WORK ITEM => Count the lines that contain the string "halo" in the records beneath, and respond with the number only.

INFORMATION GIVEN =>
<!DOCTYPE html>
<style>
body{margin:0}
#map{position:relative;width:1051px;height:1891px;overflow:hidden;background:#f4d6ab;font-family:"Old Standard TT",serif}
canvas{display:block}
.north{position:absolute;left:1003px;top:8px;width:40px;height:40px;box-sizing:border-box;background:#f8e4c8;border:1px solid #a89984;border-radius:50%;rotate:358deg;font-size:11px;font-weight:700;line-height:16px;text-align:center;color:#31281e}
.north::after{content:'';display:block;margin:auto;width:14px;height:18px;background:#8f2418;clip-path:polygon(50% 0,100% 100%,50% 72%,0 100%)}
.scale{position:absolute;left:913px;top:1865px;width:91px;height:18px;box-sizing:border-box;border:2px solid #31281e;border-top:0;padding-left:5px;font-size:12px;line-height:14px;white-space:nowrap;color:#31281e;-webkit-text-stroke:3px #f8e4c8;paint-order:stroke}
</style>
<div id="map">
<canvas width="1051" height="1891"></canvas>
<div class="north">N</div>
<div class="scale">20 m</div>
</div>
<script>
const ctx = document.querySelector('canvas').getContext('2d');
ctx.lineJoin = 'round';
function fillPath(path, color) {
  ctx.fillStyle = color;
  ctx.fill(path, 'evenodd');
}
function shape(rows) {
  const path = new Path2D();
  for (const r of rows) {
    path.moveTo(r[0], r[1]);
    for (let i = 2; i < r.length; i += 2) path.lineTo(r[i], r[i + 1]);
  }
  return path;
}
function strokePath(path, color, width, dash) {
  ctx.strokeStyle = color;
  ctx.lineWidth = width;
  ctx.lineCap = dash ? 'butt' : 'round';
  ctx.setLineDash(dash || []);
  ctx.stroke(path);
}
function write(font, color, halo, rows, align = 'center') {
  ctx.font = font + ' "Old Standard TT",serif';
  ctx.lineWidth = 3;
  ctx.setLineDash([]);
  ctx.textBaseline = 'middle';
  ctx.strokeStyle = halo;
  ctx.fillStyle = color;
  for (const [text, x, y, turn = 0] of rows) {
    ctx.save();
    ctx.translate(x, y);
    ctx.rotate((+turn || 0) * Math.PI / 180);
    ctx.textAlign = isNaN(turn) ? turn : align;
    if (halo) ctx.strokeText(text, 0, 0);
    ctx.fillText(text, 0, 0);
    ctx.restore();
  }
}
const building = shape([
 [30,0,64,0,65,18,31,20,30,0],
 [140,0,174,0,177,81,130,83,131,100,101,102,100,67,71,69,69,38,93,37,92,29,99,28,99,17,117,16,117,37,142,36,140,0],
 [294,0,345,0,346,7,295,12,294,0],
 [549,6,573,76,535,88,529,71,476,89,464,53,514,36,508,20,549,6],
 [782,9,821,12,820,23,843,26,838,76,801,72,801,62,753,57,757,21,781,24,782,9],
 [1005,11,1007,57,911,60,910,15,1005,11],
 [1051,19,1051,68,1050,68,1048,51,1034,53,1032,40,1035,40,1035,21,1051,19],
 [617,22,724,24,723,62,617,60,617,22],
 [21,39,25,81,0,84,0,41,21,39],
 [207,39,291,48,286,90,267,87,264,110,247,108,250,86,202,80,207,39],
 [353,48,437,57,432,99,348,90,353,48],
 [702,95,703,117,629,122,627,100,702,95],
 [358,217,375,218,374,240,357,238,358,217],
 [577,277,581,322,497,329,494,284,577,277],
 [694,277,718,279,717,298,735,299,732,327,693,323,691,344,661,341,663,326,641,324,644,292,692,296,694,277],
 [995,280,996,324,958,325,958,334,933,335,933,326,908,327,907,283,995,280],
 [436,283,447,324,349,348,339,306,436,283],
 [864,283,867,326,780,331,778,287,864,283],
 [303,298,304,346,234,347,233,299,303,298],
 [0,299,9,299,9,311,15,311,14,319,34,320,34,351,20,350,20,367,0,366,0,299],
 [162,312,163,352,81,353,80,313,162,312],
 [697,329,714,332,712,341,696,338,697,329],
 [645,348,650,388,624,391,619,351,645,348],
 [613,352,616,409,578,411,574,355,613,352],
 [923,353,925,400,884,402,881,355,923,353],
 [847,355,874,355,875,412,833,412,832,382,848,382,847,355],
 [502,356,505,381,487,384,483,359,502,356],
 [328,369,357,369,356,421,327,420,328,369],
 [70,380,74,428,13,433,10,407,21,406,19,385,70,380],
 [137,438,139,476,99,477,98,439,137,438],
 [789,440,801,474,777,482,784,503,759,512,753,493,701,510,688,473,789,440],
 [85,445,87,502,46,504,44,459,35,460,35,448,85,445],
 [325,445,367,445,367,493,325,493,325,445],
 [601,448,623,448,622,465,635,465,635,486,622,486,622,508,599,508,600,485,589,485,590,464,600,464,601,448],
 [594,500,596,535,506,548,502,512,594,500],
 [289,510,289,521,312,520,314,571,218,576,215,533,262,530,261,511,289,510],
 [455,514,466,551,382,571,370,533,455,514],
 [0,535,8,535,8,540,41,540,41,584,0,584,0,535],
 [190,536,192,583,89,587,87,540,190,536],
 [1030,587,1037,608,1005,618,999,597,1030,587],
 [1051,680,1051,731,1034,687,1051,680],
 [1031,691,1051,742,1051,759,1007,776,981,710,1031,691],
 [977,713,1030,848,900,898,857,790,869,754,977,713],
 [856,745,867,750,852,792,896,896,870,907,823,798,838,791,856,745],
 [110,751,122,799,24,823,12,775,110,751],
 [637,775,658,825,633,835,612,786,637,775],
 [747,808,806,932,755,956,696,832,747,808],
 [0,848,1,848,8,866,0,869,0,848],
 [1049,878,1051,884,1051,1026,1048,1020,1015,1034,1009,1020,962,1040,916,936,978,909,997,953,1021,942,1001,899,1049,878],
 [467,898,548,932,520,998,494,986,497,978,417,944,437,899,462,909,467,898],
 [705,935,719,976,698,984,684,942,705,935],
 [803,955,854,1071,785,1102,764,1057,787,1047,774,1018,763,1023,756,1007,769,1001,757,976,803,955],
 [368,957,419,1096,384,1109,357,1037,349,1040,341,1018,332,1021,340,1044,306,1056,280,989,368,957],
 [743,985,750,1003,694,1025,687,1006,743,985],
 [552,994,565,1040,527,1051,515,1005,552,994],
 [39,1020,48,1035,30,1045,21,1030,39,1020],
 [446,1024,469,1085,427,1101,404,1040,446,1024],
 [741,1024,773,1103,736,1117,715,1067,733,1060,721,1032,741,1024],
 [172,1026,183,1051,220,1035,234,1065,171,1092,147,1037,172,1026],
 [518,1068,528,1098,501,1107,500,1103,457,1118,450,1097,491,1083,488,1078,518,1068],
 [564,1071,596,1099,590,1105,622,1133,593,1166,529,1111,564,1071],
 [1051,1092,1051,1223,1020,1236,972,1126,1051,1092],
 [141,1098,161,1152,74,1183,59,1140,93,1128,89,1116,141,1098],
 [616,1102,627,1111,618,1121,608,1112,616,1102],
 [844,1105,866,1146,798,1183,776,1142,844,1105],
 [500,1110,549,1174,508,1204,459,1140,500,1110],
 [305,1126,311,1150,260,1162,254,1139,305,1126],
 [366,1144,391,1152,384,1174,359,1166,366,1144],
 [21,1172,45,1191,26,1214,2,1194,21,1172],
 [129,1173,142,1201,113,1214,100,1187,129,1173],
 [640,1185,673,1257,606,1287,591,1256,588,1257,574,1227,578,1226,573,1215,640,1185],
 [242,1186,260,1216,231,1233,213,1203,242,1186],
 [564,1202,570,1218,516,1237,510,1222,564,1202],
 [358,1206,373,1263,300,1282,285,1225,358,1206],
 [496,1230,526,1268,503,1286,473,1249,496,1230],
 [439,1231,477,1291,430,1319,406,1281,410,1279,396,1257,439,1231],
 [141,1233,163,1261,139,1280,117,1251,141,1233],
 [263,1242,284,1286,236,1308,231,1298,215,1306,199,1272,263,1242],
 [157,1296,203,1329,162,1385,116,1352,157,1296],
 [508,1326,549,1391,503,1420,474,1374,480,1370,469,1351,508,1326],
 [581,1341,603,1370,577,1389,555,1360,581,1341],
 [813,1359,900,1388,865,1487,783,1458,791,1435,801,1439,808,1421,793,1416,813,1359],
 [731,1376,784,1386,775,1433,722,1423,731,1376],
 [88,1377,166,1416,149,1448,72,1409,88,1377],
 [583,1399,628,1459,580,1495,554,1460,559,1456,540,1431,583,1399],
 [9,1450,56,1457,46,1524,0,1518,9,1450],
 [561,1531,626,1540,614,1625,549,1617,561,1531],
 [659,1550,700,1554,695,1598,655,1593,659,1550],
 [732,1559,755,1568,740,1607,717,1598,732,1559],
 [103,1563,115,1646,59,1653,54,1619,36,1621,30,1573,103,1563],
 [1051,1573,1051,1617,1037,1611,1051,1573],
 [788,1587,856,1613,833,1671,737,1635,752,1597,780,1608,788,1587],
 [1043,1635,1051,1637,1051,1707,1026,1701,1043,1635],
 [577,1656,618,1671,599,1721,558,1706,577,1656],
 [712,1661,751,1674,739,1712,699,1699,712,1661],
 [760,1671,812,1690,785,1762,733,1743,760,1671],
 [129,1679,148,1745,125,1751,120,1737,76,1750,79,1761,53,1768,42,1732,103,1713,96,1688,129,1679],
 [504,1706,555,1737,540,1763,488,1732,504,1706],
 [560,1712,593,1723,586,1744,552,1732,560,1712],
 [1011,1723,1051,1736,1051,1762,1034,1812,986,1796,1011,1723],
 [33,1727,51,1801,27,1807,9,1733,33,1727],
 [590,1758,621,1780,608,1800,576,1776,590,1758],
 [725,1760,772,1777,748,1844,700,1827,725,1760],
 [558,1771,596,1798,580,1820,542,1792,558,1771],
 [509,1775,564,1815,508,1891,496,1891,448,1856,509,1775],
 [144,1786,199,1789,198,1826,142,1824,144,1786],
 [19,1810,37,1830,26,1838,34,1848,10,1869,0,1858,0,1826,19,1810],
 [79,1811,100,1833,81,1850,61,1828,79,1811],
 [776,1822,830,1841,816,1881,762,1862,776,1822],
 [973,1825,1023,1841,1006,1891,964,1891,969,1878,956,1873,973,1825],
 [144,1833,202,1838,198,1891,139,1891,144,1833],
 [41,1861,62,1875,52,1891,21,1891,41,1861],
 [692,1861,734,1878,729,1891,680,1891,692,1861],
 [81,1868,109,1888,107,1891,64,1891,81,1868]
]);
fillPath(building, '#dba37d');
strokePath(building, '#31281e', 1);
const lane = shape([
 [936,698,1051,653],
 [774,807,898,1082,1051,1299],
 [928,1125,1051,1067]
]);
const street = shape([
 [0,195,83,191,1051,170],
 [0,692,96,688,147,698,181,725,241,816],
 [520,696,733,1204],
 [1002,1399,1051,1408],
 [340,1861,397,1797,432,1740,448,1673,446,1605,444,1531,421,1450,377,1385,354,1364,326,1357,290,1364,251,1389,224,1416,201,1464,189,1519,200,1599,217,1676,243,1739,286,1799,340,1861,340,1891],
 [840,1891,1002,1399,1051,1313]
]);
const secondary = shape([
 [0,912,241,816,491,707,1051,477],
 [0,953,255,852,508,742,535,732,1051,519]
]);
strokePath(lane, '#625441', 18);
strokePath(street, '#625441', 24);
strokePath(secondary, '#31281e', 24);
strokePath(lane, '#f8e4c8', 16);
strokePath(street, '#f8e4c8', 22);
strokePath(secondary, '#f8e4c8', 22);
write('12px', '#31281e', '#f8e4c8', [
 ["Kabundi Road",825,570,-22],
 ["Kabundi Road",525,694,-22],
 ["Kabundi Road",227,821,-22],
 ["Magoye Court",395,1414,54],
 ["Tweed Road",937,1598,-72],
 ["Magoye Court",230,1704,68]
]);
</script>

TASK RESPONSE => 3